Non-solicitation clause in broker-carrier contract is enforceable, but whether carrier violated it is a factdriven question not properly addressed on summary judgment.
Quality Transportation Services, Inc. v. Mark Thompson Trucking, Inc., 2017 IL App (3d) 160761
Freight brokers like Quality Transportation Services (QTS) have long been in the practice of requiring motor carriers like Mark Thompson Trucking (MTT) with which they book loads to sign non-solicitation clauses precluding the carriers from seeking to establish direct relationships with the broker’s shipper customers. That would cut the brokers out of future deals. QTS’s broker-carrier contract provides that truckers will not “solicit” business from QTS customers for a year after transporting their cargo under penalty of a 35% liquidated damages obligation to QTS. In this case, QTS booked with MTT cargo belonging to shipper US Silica Company (USS), and then USS reached out directly to MTT to transport future loads. When QTS found out, it sued MTT in an Illinois state court seeking recovery of 35% of the charges USS paid MTT. MTT succeeded in having the case dismissed on a summary judgment motion, it being demonstrated that USS made the first call to MTT.

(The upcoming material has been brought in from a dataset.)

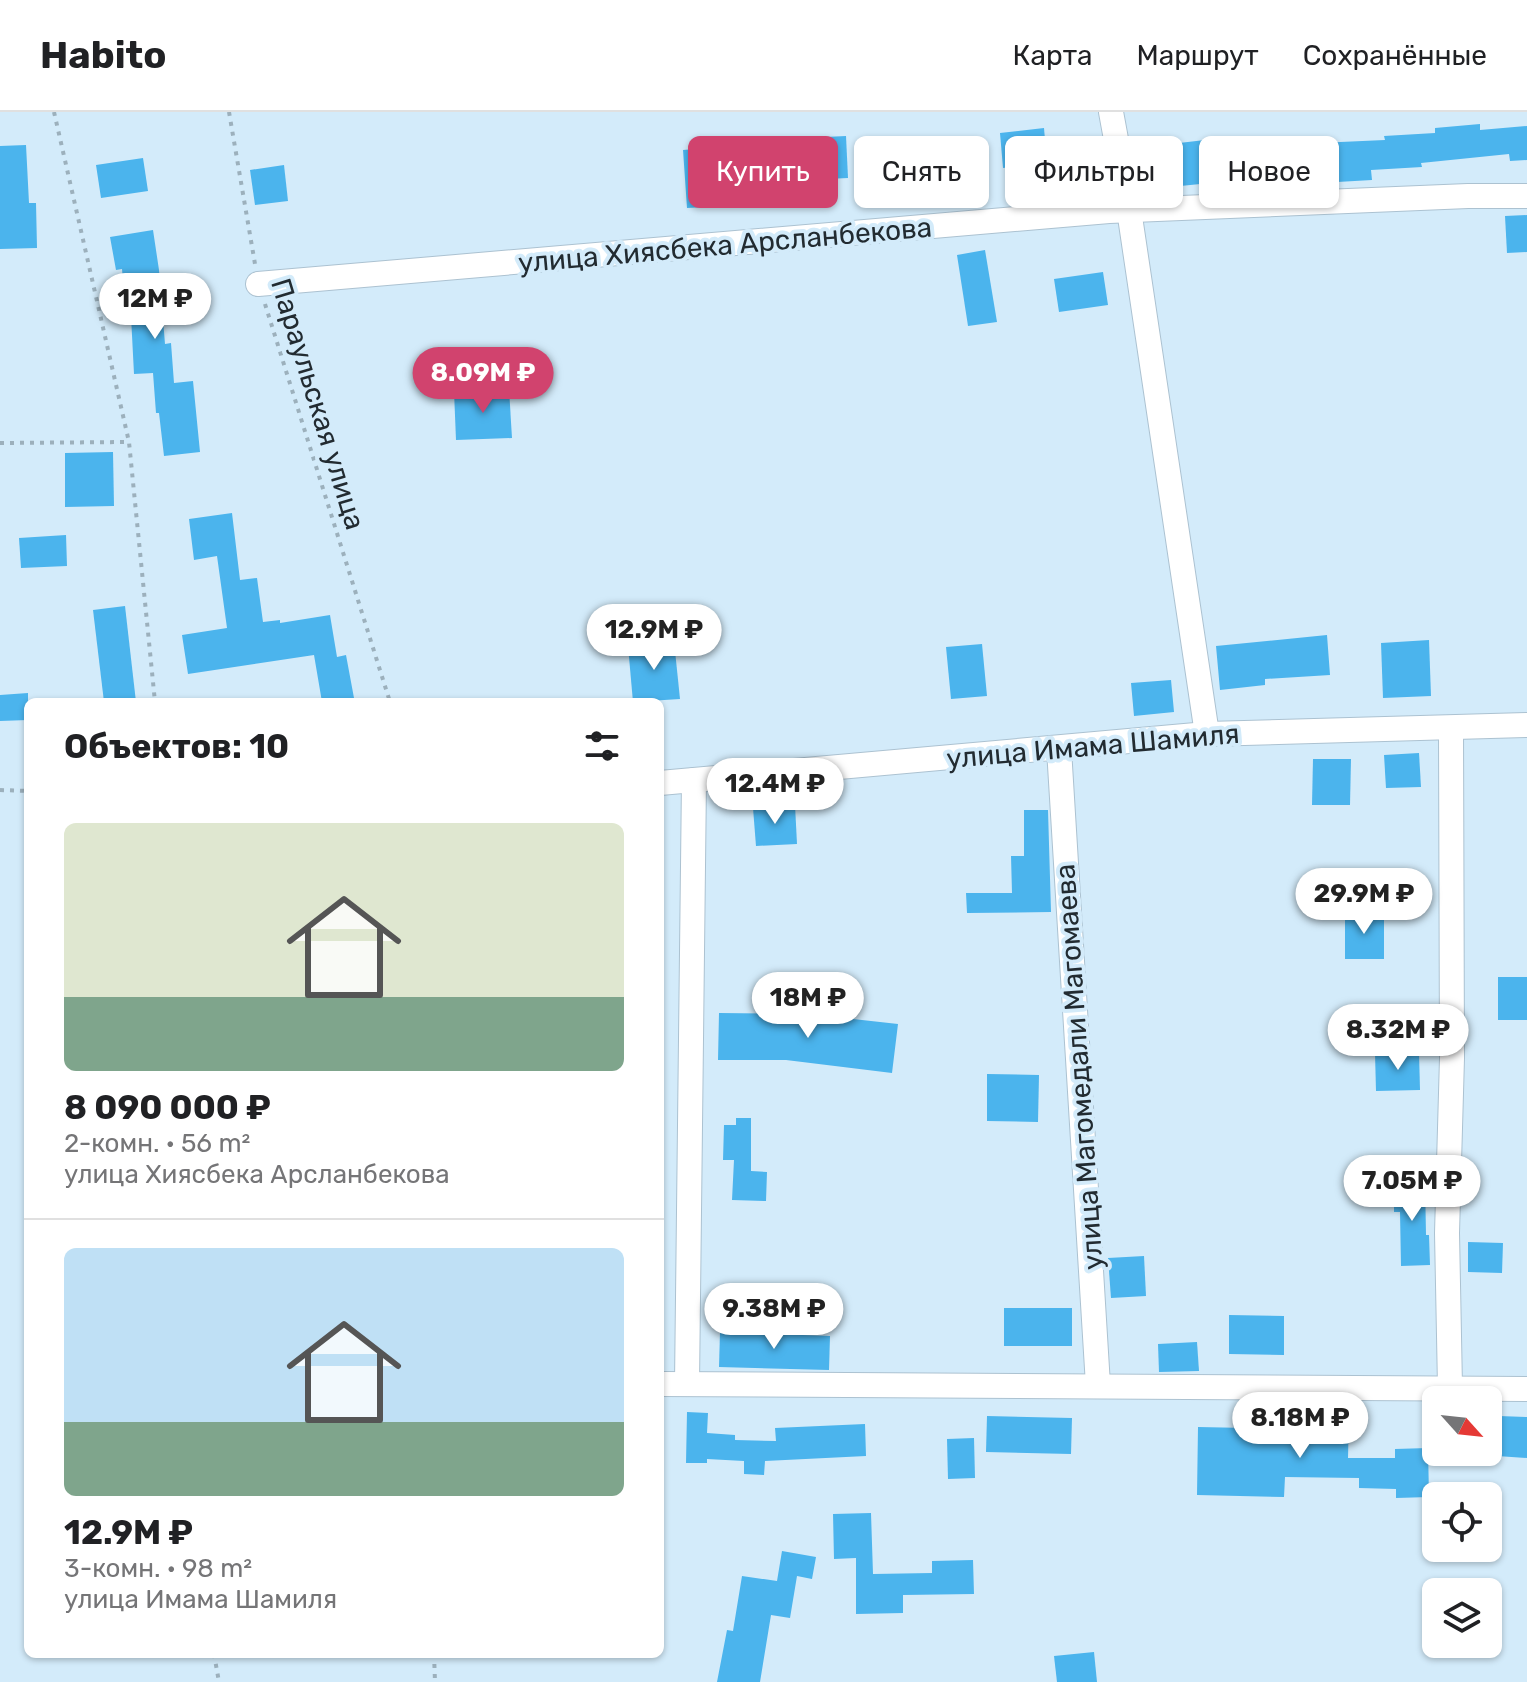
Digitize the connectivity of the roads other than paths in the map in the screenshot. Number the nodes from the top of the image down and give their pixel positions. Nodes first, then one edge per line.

The Illinois Court of Appeals reversed. While USS did make that first call, there were numerous back-and-forth discussions, some instigated by MTT, about the terms and conditions of the future loads. The broker-carrier contract didn’t define “solicit,” but the court liked Black Law Dictionary’s definition of the term “solicitation,” i.e., “the act or an instance of requesting or seeking to obtain something,” and “an attempt or effort to gain business.” While passive acceptance of a shipper’s overture would not constitute solicitation under this definition, involved negotiations, at a minimum, might. An issue of fact proper for trial remains as to whether MTT violated the contract clause.
Also finding that QTS has a legitimate interest in protecting its customer relationships, the court found the nonsolicitation clause reasonable from the contract construction perspective. This one goes to trial.